Fritz estimates 75 percent of the region's farmers have at least one outside source of income. "He may be retired or hold a part -- or full-time job," he said. "Or the wife has a job off the farm that provides medical benefits."
One of the reasons farmers need outside income is that family farms are caught between a heavy need for labor and shrinking profits from farming.
"I was just talking to a farmer here in the office," Fritz said. "He's in his mid-40s and farms with his brother and sister. Milk prices are down, yet dairy farming is so labor intensive, they need family members to help with work."
In addition, new technology and hybrid seeds have meant that farm prices have stayed low, even as many production costs have risen.
A bushel of wheat, for example, sold for $6 to $7 in 1974, Fritz said. The current price is $3.47, not including the cost of trucking it to a flour mill.
On the other hand, a 100 horsepower tractor cost $7,800 in 1969; its modern descendant costs $65,000.
Nitrogen fertilizer, which is critical to corn production, has been selling for $300 per ton, Fritz said. Last year, it cost around $150.
Harold Foertsch Sr. is among the minority of local growers who have managed to remain full-time farmers.
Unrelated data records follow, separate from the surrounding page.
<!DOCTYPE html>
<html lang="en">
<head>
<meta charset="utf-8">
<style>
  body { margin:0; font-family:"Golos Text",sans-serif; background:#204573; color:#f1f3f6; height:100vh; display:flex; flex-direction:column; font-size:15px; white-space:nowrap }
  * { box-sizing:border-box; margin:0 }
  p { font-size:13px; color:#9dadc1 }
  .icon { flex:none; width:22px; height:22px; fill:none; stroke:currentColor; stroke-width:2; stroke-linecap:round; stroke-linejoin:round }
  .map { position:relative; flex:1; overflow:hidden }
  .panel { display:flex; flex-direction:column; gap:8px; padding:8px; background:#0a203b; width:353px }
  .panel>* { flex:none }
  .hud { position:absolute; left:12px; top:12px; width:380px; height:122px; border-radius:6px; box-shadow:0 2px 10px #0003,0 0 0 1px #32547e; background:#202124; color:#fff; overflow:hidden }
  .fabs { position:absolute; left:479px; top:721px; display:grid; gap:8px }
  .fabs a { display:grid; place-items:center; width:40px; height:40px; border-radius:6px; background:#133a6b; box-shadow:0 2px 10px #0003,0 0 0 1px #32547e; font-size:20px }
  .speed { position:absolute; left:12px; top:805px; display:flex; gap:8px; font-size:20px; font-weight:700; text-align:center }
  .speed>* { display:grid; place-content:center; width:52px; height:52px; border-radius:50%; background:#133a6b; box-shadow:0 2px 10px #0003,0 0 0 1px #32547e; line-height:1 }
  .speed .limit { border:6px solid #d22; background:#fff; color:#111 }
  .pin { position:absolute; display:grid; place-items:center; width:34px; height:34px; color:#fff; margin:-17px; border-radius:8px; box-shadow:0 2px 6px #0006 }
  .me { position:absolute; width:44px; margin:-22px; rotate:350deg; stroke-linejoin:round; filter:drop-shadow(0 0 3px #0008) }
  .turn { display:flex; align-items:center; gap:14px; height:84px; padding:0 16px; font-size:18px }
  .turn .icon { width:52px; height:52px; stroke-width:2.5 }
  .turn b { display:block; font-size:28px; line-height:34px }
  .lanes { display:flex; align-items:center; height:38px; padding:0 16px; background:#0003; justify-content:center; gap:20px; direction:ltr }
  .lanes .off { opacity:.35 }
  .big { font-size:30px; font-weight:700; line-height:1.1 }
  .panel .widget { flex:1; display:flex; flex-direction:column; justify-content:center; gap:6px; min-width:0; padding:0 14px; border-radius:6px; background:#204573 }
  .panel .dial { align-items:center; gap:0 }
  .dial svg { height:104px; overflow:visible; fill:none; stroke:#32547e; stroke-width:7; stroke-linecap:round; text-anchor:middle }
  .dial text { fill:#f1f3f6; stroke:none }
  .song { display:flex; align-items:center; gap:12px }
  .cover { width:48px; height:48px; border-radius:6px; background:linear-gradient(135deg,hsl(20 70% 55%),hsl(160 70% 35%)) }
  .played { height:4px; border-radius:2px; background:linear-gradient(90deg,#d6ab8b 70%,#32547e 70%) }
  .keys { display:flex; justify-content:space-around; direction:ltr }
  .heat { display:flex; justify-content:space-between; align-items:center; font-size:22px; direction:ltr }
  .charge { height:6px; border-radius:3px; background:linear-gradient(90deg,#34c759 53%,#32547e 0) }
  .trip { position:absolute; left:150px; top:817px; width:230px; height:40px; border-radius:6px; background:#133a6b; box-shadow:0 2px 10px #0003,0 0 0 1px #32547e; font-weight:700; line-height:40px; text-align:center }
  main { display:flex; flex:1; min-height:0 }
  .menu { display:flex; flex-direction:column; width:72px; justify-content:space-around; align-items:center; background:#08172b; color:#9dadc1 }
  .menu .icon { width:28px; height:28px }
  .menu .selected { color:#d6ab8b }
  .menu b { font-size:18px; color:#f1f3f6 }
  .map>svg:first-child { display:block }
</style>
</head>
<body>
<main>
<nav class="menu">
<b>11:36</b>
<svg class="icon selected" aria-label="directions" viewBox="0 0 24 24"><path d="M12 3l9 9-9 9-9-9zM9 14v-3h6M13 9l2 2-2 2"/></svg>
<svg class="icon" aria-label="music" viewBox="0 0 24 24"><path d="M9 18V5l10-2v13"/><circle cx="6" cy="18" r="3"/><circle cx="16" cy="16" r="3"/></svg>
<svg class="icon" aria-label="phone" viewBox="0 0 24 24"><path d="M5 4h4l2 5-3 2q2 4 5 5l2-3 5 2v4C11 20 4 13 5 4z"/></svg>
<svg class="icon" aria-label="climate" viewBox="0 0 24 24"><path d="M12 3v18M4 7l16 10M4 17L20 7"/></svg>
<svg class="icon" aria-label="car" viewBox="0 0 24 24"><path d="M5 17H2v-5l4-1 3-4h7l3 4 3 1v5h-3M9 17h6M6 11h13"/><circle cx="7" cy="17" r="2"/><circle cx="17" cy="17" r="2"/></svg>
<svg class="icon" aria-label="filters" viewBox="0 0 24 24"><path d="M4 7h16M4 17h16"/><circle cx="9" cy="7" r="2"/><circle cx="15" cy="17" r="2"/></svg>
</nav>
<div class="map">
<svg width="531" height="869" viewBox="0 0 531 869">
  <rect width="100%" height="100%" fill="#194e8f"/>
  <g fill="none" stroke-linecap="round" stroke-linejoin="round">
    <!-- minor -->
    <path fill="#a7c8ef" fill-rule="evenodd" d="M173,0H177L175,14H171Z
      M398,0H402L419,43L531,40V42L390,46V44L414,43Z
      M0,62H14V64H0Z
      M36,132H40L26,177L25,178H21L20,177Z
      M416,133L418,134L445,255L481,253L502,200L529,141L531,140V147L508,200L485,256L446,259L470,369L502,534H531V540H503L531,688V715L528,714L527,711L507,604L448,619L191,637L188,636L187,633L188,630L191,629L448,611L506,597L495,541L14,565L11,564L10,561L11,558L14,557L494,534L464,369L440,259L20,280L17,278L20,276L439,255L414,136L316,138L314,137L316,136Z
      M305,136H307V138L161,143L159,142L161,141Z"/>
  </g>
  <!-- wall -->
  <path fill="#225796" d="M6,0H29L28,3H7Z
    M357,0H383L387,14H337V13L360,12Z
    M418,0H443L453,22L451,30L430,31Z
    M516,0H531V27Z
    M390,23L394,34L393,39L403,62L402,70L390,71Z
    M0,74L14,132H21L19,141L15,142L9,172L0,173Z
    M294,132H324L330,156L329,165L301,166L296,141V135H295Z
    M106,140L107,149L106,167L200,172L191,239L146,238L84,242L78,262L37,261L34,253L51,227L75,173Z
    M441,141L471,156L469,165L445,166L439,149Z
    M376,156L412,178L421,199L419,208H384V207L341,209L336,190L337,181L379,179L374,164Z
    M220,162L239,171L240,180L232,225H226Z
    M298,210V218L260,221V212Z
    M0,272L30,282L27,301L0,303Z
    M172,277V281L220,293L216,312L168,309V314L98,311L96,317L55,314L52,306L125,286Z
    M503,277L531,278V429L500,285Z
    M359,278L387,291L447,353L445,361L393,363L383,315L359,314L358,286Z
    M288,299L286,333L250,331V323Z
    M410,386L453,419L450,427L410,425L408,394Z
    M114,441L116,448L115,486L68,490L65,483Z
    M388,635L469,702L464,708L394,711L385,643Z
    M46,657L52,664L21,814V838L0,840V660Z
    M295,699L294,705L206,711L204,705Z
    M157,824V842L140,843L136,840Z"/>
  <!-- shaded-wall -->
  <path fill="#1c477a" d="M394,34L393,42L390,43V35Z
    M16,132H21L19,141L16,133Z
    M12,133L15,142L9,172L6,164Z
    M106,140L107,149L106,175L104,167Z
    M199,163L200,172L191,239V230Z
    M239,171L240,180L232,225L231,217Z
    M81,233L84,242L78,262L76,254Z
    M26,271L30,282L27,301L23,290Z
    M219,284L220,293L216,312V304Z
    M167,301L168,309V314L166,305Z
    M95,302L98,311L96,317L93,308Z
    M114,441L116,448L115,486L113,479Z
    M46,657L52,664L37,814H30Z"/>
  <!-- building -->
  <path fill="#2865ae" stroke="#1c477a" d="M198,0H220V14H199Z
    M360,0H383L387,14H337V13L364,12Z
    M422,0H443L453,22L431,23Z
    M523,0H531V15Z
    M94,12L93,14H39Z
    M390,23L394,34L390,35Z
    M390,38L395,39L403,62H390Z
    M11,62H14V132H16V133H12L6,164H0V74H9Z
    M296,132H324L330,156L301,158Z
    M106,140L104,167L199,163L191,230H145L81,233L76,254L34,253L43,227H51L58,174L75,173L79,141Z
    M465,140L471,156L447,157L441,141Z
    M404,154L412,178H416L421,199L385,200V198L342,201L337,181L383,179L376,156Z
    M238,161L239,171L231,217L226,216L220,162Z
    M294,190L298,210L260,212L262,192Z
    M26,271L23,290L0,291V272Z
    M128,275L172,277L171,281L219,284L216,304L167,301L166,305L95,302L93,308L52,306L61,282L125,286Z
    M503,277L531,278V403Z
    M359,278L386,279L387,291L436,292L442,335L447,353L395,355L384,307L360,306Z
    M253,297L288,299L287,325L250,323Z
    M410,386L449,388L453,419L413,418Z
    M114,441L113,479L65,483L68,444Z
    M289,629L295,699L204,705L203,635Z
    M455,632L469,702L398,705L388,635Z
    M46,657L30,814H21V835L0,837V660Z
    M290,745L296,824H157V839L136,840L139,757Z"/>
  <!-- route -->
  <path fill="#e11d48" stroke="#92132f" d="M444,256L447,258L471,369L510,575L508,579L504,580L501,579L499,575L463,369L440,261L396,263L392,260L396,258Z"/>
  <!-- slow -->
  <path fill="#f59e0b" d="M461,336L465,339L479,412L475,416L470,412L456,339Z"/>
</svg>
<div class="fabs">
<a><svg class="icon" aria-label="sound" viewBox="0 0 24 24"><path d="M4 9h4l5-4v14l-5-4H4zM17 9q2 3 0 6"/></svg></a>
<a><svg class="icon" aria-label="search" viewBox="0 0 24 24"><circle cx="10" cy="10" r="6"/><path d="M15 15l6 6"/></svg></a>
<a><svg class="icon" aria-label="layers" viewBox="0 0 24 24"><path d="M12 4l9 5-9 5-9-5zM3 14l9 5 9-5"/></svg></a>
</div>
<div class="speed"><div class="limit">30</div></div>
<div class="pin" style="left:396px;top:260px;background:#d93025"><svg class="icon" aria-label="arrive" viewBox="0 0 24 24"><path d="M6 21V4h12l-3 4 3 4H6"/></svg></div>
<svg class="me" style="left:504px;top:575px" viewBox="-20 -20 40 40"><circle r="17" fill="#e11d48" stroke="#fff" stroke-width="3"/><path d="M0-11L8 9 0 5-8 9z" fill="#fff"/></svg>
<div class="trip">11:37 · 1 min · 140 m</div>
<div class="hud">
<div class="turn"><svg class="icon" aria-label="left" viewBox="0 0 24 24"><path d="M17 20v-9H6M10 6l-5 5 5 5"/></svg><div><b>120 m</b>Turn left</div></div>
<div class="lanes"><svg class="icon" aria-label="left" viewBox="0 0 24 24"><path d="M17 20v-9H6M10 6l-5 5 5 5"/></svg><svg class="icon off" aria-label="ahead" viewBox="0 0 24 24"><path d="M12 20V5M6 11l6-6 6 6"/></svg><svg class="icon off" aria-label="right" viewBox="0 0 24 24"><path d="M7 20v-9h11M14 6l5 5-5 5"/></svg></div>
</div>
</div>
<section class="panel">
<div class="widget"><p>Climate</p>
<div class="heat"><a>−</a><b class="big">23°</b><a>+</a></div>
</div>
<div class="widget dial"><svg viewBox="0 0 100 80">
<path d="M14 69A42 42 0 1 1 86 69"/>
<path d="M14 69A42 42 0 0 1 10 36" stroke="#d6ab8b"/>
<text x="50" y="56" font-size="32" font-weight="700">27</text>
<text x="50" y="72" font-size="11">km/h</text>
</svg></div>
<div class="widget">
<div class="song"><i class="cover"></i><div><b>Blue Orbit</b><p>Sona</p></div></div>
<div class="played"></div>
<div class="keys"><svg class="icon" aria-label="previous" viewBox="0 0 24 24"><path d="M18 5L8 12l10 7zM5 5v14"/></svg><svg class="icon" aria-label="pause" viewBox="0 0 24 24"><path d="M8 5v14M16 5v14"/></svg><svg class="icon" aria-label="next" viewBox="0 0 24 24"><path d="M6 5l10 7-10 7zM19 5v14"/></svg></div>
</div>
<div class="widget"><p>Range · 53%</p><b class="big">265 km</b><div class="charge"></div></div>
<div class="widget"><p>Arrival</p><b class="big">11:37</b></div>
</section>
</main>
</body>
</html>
At Har-Lo Farms in Jefferson, he grows mostly grain, hay and potatoes on about 1,200 acres. Of those acres, however, Foertsch owns only about 108. The rest he and his son, James, rent.
Aging farmers have created an opportunity for Foertsch and his family. "Many want to retire but they don't want to sell for development, so they rent to us," Foertsch said. "We lime and fertilize and keep the land up."
Foertsch and son James farm full time. His other children, Harold Jr., Robert, William and Diana Leonard, all live within a quarter mile and help out.
This year will be a critical one for farmers, Foertsch said. For many, last year's drought was worse than the one in 1988, and he has seen several ads placed by farmers selling off their milk cows.
"With milk prices low -- at $9 or $10 per hundred weight -- many farmers are not covering their costs," he said.
Farm prices overall are mixed, he said. Since the market for wheat is worldwide, prices in Butler County will depend on demand and harvest size around the globe.
But whatever happens this year in agricultural powerhouses like Brazil and Argentina, he expects conditions will have to be better than last year. He estimates he lost 80 percent of his second cutting of hay and about 40 percent of his potato crop.
Several federal programs exist to help farmers through the rough times.
Almost all the region's dairy farmers have signed up for a milk support program, which provides government payments when prices drop below a certain level.
A livestock compensation program has reopened to reimburse farmers for some of the drought-related costs for feed. That program pays enrolled farmers $18 for each animal they owned on June 1, 2002. Participation in that program also has risen, Fritz said.
Federal farm support is a help, Foertsch said. "It's a lot of paperwork, and it gives you just enough money to pay rent on the ground," he said. "It's a little carrot hanging on the end of a stick to keep you alive."
Somple has been a lifelong farmer, but he isn't sure he would advise a young person to take up farming.
"You never get a day off," he said. Even in midwinter, when no work needs to be done in the fields, many farmers can't take a holiday because other work needs to be done.
"My dad had a dairy farm. I have it in my blood," he said. "I like it, but you have to be brought up with it. It takes a real commitment."
Foertsch, who turns 65 today, also has spent a lifetime working the soil.
He hopes that at least some of his grandchildren -- five granddaughters and one grandson -- will continue the farming tradition.
"Too many girls," he joked. "Maybe the girls will meet someone in 4-H."